Provided data:
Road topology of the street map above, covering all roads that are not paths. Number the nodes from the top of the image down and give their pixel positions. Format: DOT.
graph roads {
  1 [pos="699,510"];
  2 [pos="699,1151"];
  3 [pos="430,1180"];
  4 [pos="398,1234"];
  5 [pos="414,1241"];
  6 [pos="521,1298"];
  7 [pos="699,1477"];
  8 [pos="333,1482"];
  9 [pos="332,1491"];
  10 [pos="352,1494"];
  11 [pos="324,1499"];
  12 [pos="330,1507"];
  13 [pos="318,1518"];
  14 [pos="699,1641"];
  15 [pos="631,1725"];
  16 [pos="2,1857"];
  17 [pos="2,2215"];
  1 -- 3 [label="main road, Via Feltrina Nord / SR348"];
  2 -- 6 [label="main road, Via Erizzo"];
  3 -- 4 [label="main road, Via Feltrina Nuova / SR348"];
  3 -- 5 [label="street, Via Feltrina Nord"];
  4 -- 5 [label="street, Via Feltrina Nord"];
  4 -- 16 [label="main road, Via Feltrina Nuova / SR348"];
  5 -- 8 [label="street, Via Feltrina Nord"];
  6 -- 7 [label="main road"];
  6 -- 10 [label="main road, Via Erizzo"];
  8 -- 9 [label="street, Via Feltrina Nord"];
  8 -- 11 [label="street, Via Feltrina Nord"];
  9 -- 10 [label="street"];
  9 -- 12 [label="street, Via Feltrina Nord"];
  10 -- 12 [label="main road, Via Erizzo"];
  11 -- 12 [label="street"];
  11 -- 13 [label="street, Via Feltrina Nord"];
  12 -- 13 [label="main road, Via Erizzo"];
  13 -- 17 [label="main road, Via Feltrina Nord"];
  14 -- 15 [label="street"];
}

Exercise instructions: Without omitting anything, output the data verbatim.

Completed exercise:
Road topology of the street map above, covering all roads that are not paths. Number the nodes from the top of the image down and give their pixel positions. Format: DOT.
graph roads {
  1 [pos="699,510"];
  2 [pos="699,1151"];
  3 [pos="430,1180"];
  4 [pos="398,1234"];
  5 [pos="414,1241"];
  6 [pos="521,1298"];
  7 [pos="699,1477"];
  8 [pos="333,1482"];
  9 [pos="332,1491"];
  10 [pos="352,1494"];
  11 [pos="324,1499"];
  12 [pos="330,1507"];
  13 [pos="318,1518"];
  14 [pos="699,1641"];
  15 [pos="631,1725"];
  16 [pos="2,1857"];
  17 [pos="2,2215"];
  1 -- 3 [label="main road, Via Feltrina Nord / SR348"];
  2 -- 6 [label="main road, Via Erizzo"];
  3 -- 4 [label="main road, Via Feltrina Nuova / SR348"];
  3 -- 5 [label="street, Via Feltrina Nord"];
  4 -- 5 [label="street, Via Feltrina Nord"];
  4 -- 16 [label="main road, Via Feltrina Nuova / SR348"];
  5 -- 8 [label="street, Via Feltrina Nord"];
  6 -- 7 [label="main road"];
  6 -- 10 [label="main road, Via Erizzo"];
  8 -- 9 [label="street, Via Feltrina Nord"];
  8 -- 11 [label="street, Via Feltrina Nord"];
  9 -- 10 [label="street"];
  9 -- 12 [label="street, Via Feltrina Nord"];
  10 -- 12 [label="main road, Via Erizzo"];
  11 -- 12 [label="street"];
  11 -- 13 [label="street, Via Feltrina Nord"];
  12 -- 13 [label="main road, Via Erizzo"];
  13 -- 17 [label="main road, Via Feltrina Nord"];
  14 -- 15 [label="street"];
}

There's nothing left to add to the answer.